◆ Data to process ◆
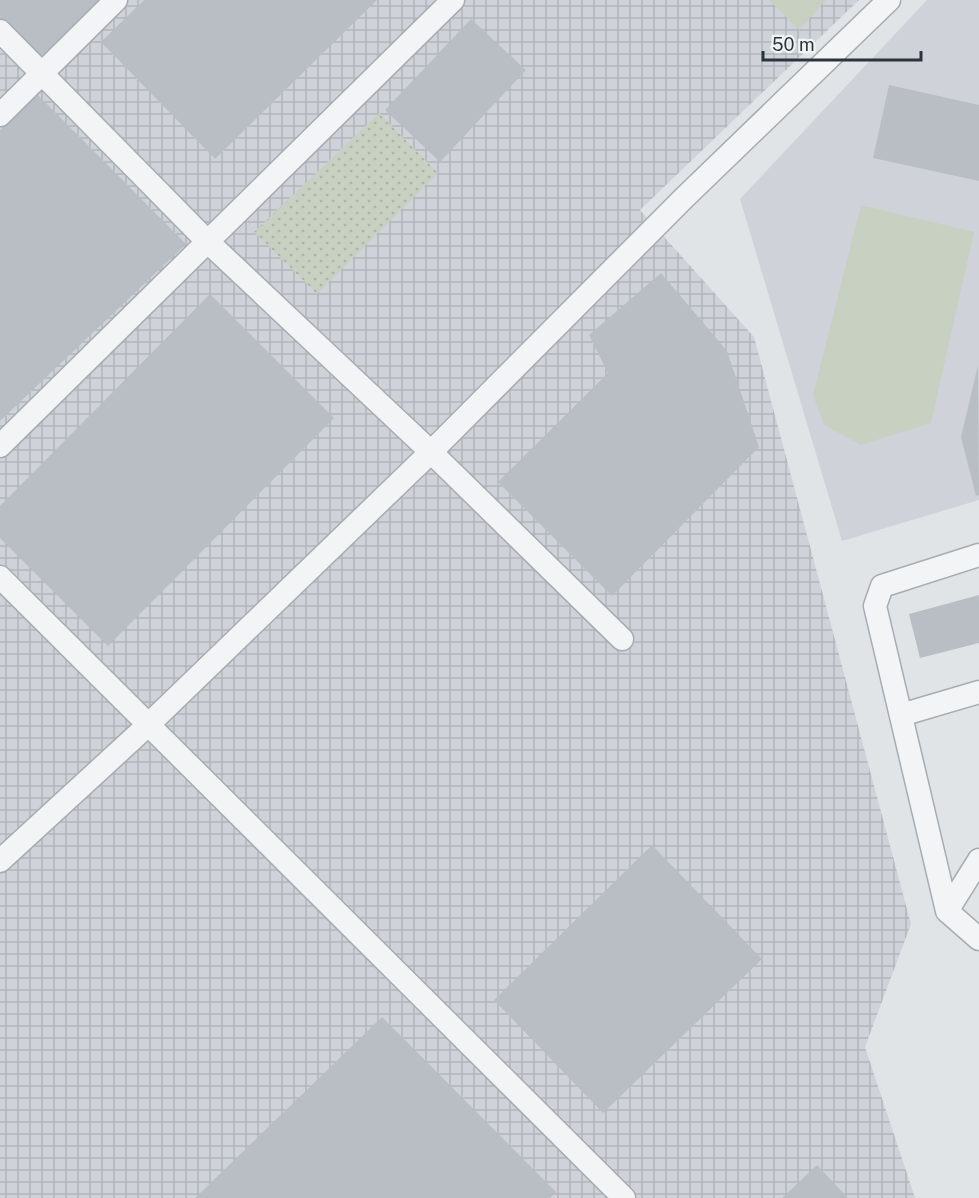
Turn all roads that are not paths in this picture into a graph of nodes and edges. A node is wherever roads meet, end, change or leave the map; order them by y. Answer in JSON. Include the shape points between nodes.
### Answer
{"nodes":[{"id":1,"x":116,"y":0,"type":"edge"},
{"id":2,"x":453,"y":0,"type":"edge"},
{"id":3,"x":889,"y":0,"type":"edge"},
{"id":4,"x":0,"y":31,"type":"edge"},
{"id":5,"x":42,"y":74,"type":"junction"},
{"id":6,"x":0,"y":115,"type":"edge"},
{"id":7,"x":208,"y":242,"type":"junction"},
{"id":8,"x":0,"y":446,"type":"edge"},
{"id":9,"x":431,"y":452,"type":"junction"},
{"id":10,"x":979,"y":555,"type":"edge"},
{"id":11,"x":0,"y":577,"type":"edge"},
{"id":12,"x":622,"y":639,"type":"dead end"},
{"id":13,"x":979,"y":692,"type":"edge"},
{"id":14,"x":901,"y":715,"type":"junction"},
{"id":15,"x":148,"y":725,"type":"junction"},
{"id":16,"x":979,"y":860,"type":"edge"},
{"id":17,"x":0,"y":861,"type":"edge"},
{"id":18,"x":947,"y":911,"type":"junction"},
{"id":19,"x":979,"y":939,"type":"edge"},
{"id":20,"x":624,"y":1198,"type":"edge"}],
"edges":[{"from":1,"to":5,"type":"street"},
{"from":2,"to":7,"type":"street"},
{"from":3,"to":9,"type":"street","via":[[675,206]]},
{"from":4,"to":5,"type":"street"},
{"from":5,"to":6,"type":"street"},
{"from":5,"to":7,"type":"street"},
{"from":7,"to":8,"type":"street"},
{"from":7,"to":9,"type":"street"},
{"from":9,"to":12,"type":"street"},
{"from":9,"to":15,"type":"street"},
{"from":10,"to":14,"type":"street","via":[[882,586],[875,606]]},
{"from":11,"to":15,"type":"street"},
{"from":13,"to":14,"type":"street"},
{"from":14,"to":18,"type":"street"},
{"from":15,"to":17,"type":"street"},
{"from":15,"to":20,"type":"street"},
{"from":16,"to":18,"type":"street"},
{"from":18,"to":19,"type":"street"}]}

---

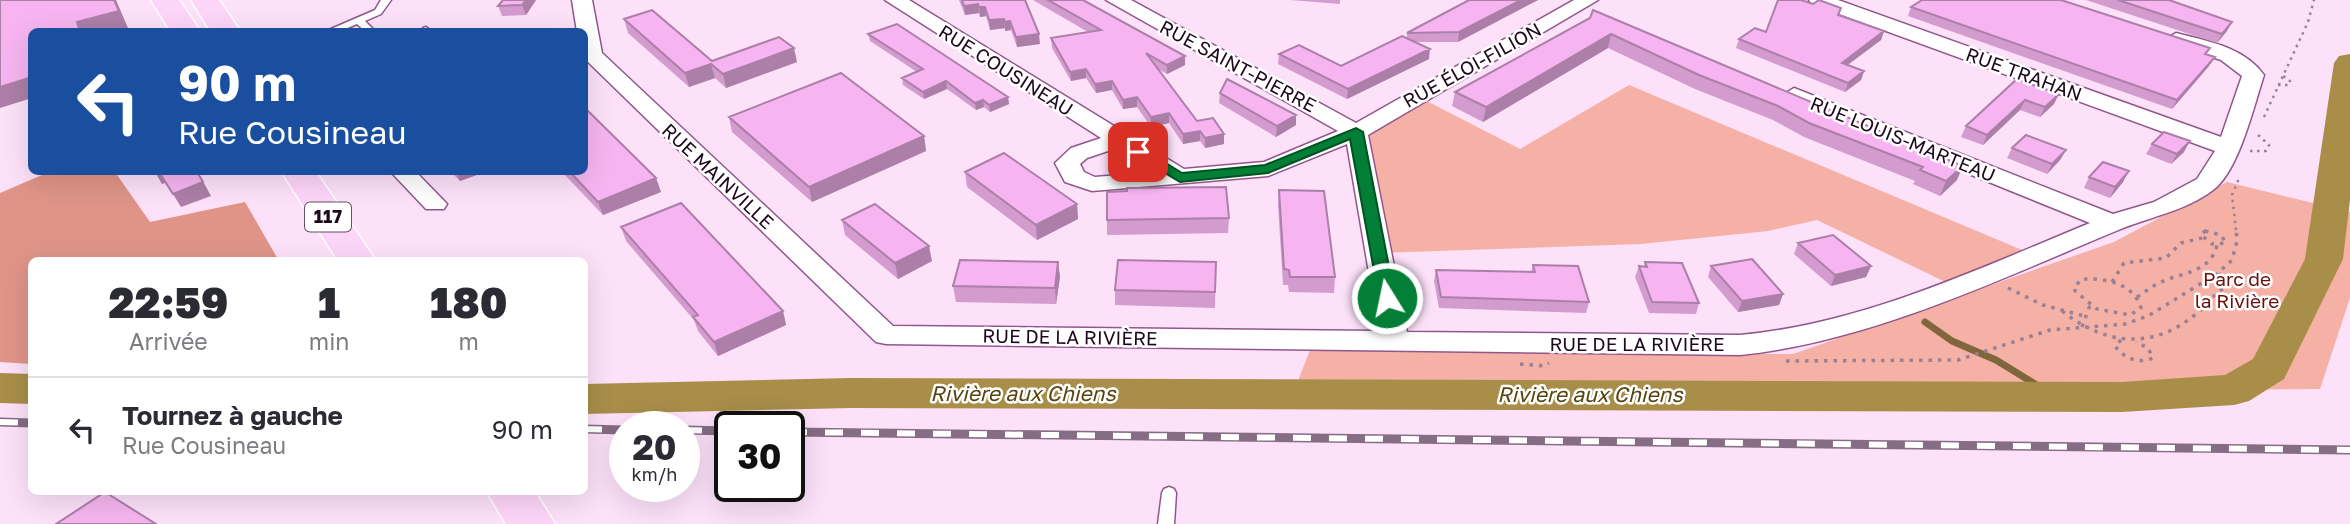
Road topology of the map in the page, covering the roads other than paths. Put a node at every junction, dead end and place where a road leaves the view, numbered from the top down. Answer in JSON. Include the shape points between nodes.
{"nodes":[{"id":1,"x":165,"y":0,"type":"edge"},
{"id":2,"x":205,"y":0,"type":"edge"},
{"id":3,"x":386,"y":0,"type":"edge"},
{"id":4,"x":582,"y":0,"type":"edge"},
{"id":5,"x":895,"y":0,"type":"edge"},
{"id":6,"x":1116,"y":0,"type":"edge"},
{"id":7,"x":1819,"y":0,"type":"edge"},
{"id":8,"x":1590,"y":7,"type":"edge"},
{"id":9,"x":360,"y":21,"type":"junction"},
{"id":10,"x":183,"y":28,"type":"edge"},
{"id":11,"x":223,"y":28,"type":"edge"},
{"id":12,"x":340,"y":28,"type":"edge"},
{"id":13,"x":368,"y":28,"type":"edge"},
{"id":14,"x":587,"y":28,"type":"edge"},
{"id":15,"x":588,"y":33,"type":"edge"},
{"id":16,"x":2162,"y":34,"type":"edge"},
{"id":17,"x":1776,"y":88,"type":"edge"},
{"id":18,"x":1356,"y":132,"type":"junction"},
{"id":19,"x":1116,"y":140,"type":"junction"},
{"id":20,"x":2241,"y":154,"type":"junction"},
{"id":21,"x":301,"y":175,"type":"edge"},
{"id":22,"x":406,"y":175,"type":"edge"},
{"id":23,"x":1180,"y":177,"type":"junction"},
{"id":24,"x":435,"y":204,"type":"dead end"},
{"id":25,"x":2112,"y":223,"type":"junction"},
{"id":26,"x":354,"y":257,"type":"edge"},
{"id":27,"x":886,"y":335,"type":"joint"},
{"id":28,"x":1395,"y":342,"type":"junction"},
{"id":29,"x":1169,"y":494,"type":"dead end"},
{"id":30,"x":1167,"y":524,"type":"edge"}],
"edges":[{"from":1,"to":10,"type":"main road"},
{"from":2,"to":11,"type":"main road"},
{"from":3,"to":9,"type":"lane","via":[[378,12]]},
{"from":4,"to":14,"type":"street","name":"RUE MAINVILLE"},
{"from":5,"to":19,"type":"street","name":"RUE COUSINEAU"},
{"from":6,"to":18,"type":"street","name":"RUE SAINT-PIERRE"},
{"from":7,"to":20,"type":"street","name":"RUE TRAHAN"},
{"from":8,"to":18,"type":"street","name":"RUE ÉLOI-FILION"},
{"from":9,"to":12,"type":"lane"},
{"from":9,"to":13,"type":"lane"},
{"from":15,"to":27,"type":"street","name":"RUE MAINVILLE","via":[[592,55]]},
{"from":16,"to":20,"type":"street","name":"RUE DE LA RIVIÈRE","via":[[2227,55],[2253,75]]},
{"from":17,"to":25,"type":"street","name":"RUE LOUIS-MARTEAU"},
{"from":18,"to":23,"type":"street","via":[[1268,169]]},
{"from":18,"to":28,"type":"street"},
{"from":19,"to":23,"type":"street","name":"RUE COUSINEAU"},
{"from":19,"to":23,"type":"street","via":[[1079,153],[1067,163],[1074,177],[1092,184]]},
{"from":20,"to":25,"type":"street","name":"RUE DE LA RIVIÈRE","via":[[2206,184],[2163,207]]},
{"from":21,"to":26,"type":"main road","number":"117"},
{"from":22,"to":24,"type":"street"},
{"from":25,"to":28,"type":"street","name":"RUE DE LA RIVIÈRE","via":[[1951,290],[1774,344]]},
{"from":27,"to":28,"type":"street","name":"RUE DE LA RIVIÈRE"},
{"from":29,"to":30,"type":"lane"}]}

◆ What the task requires ◆
The lines to copy are those above that contain the string "MAINVILLE".

◆ Answer section ◆
{"from":4,"to":14,"type":"street","name":"RUE MAINVILLE"},
{"from":15,"to":27,"type":"street","name":"RUE MAINVILLE","via":[[592,55]]},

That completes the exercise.